As a side-note, it is unfortunate that IEnumerable<T> is overloaded with regards to laziness versus eagerness. (It is one of these things where a functional call-by-need lazy concept in an otherwise call-by-value eager language can lead to surprises, often "cured" carelessly with ToArray and whatnot.) In Rx, we have a history of encoding eagerness through IList<T> (e.g. Buffer versus Window). Alas, the interface for grouping has always been derived from IEnumerable<T> with no type-system level indication of eagerness, which is really an implementation detail of LINQ to Objects (only To* methods as well as OrderBy need eagerness) but IQueryable<T> query providers do not have to be eager at all (and use the same interface). Obviously an existing implementation can't change from eager to lazy (hence our GroupByLazy variant, as discussed above), because it takes away side-effects (no functional purity can be assumed when user code is in the mix).

Now, one could argue that given the eager nature of LINQ to Object's GroupBy, for better or for worse, the one in the async variant should be eager as well (and it is, and will have to remain like this, as discussed above), and hence IGrouping makes sense. (And a lazy variant could use IAsyncGrouping instead, though the synchronous Ix version would have no interface distinction, again leading to an asymmetry.) At this point, that's a breaking change though. It also poses a conundrum with regards to the queryable variant of the operator, which would have to be symmetric (otherwise adding a simple AsAsyncQueryable() step in a source would result in compile-time errors due to the change of signature of GroupBy when going from enumerable to queryable), thus preventing a query provider implementation of such an operator to support asynchronous fetching of a group. (Yes, many query providers are tied to the hip to some query language like SQL that forces "rectangularization" of the result, i.e. flattening of groups, and hence doesn't support higher-order results. But databases without that legacy - as we have built quite a few in the context of cloud - lift that restriction, as discussed above with the example of sharding.)
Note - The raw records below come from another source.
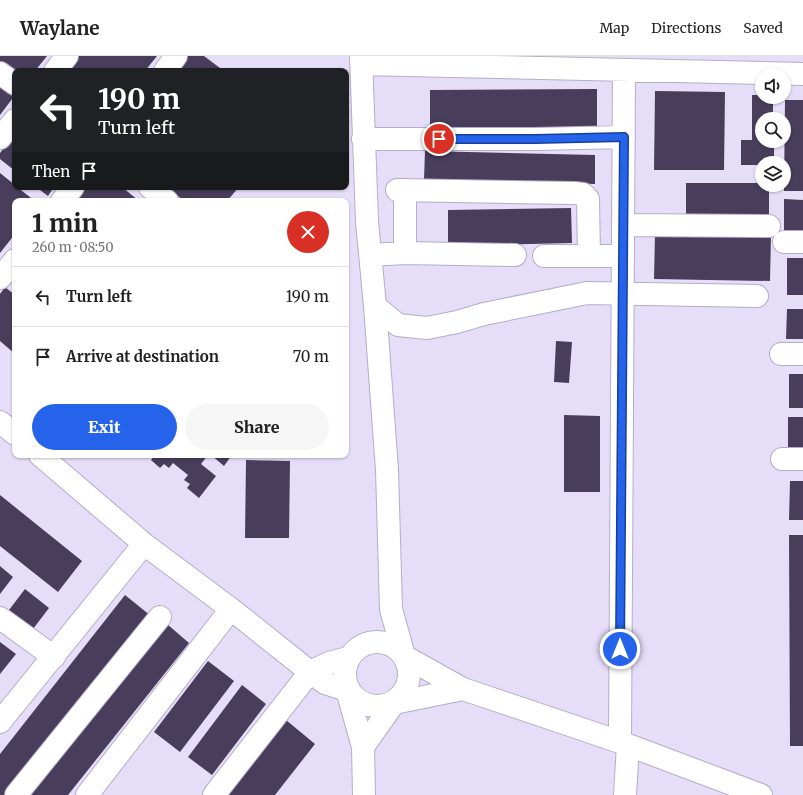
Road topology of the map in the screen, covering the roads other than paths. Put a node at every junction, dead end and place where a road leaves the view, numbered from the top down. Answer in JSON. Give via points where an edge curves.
{"nodes":[{"id":1,"x":67,"y":56,"type":"edge"},
{"id":2,"x":176,"y":56,"type":"edge"},
{"id":3,"x":361,"y":60,"type":"edge"},
{"id":4,"x":57,"y":68,"type":"edge"},
{"id":5,"x":167,"y":68,"type":"edge"},
{"id":6,"x":624,"y":71,"type":"junction"},
{"id":7,"x":0,"y":73,"type":"edge"},
{"id":8,"x":803,"y":74,"type":"edge"},
{"id":9,"x":12,"y":82,"type":"edge"},
{"id":10,"x":12,"y":124,"type":"edge"},
{"id":11,"x":357,"y":132,"type":"edge"},
{"id":12,"x":624,"y":137,"type":"junction"},
{"id":13,"x":0,"y":138,"type":"edge"},
{"id":14,"x":71,"y":190,"type":"edge"},
{"id":15,"x":154,"y":190,"type":"edge"},
{"id":16,"x":64,"y":198,"type":"edge"},
{"id":17,"x":163,"y":198,"type":"edge"},
{"id":18,"x":623,"y":225,"type":"junction"},
{"id":19,"x":769,"y":226,"type":"dead end"},
{"id":20,"x":405,"y":253,"type":"junction"},
{"id":21,"x":370,"y":255,"type":"junction"},
{"id":22,"x":515,"y":256,"type":"dead end"},
{"id":23,"x":544,"y":256,"type":"dead end"},
{"id":24,"x":589,"y":256,"type":"junction"},
{"id":25,"x":623,"y":256,"type":"junction"},
{"id":26,"x":623,"y":294,"type":"junction"},
{"id":27,"x":757,"y":296,"type":"dead end"},
{"id":28,"x":375,"y":306,"type":"junction"},
{"id":29,"x":781,"y":354,"type":"dead end"},
{"id":30,"x":803,"y":354,"type":"edge"},
{"id":31,"x":0,"y":422,"type":"edge"},
{"id":32,"x":12,"y":432,"type":"edge"},
{"id":33,"x":44,"y":458,"type":"edge"},
{"id":34,"x":144,"y":544,"type":"junction"},
{"id":35,"x":231,"y":609,"type":"junction"},
{"id":36,"x":391,"y":609,"type":"junction"},
{"id":37,"x":160,"y":617,"type":"dead end"},
{"id":38,"x":0,"y":618,"type":"edge"},
{"id":39,"x":366,"y":642,"type":"junction"},
{"id":40,"x":404,"y":656,"type":"junction"},
{"id":41,"x":54,"y":657,"type":"junction"},
{"id":42,"x":348,"y":658,"type":"junction"},
{"id":43,"x":310,"y":672,"type":"junction"},
{"id":44,"x":463,"y":689,"type":"junction"},
{"id":45,"x":347,"y":690,"type":"junction"},
{"id":46,"x":394,"y":703,"type":"junction"},
{"id":47,"x":0,"y":722,"type":"edge"},
{"id":48,"x":624,"y":743,"type":"junction"},
{"id":49,"x":363,"y":748,"type":"junction"},
{"id":50,"x":16,"y":795,"type":"edge"},
{"id":51,"x":87,"y":795,"type":"edge"},
{"id":52,"x":214,"y":795,"type":"edge"},
{"id":53,"x":364,"y":795,"type":"edge"},
{"id":54,"x":625,"y":795,"type":"edge"},
{"id":55,"x":761,"y":795,"type":"edge"}],
"edges":[{"from":1,"to":4,"type":"street"},
{"from":2,"to":5,"type":"street"},
{"from":3,"to":6,"type":"street"},
{"from":3,"to":11,"type":"street"},
{"from":6,"to":8,"type":"street"},
{"from":6,"to":12,"type":"street"},
{"from":7,"to":9,"type":"street"},
{"from":10,"to":13,"type":"street"},
{"from":11,"to":12,"type":"street","via":[[535,139]]},
{"from":11,"to":21,"type":"street"},
{"from":12,"to":18,"type":"street"},
{"from":14,"to":16,"type":"street"},
{"from":15,"to":17,"type":"street"},
{"from":18,"to":19,"type":"street"},
{"from":18,"to":25,"type":"street"},
{"from":20,"to":21,"type":"street"},
{"from":20,"to":22,"type":"street"},
{"from":20,"to":24,"type":"street","via":[[401,190],[583,194],[588,199]]},
{"from":21,"to":28,"type":"street"},
{"from":23,"to":24,"type":"street"},
{"from":24,"to":25,"type":"street"},
{"from":25,"to":26,"type":"street"},
{"from":26,"to":27,"type":"street"},
{"from":26,"to":28,"type":"street","via":[[587,293],[427,328],[398,325]]},
{"from":26,"to":48,"type":"street"},
{"from":28,"to":36,"type":"street","via":[[387,470]]},
{"from":29,"to":30,"type":"street"},
{"from":31,"to":32,"type":"street"},
{"from":33,"to":34,"type":"street"},
{"from":34,"to":35,"type":"street"},
{"from":34,"to":41,"type":"street"},
{"from":35,"to":43,"type":"street"},
{"from":35,"to":51,"type":"street"},
{"from":36,"to":39,"type":"street"},
{"from":36,"to":40,"type":"street"},
{"from":37,"to":50,"type":"street"},
{"from":38,"to":41,"type":"street"},
{"from":39,"to":40,"type":"street","via":[[387,643],[397,648]]},
{"from":39,"to":42,"type":"street"},
{"from":40,"to":44,"type":"street"},
{"from":40,"to":46,"type":"street","via":[[409,677],[401,696]]},
{"from":41,"to":47,"type":"street"},
{"from":42,"to":43,"type":"street"},
{"from":42,"to":45,"type":"street","via":[[345,668]]},
{"from":43,"to":45,"type":"street","via":[[325,683]]},
{"from":43,"to":52,"type":"street"},
{"from":44,"to":46,"type":"street"},
{"from":44,"to":48,"type":"street"},
{"from":45,"to":46,"type":"street","via":[[363,703],[373,706]]},
{"from":45,"to":49,"type":"street"},
{"from":46,"to":49,"type":"street"},
{"from":48,"to":54,"type":"street"},
{"from":48,"to":55,"type":"street"},
{"from":49,"to":53,"type":"street"}]}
One more thing that's missing in all of this is support for language bindings with async query clauses. Having to use SelectAwait etc. to disambiguate overload sets clearly indicates there'd be some need for language design work to support asynchrony in query expressions and decide on binding rules to query operator methods. If such support were there (and there are no current plans to look into it as far as I can tell, but one should feel free to nag the folks on the C# LDM about it), a query expression for the sample you wrote would inevitably indicate the asynchrony of a projection following a group. And that's not unexpected given the contagious nature of async/await when converting from sync to async. It's just that a language binding for query expressions (for those who wish to use it) could ease the pain. In particular, the lightest support for async in query clauses could simply be the presence of an await expression, thus making the async modifier implicit, and the binding to an XYZAwait overload transparent. (There are some snags with this for more complex operators like GroupJoin where many lambdas are synthesized and the full matrix of 2^N overloads is not provided in the library.) In the fluent form, as you've shown above, I do fully agree that the verbosity of SelectAwait with and async lambda and an await expression inside is rather baroque.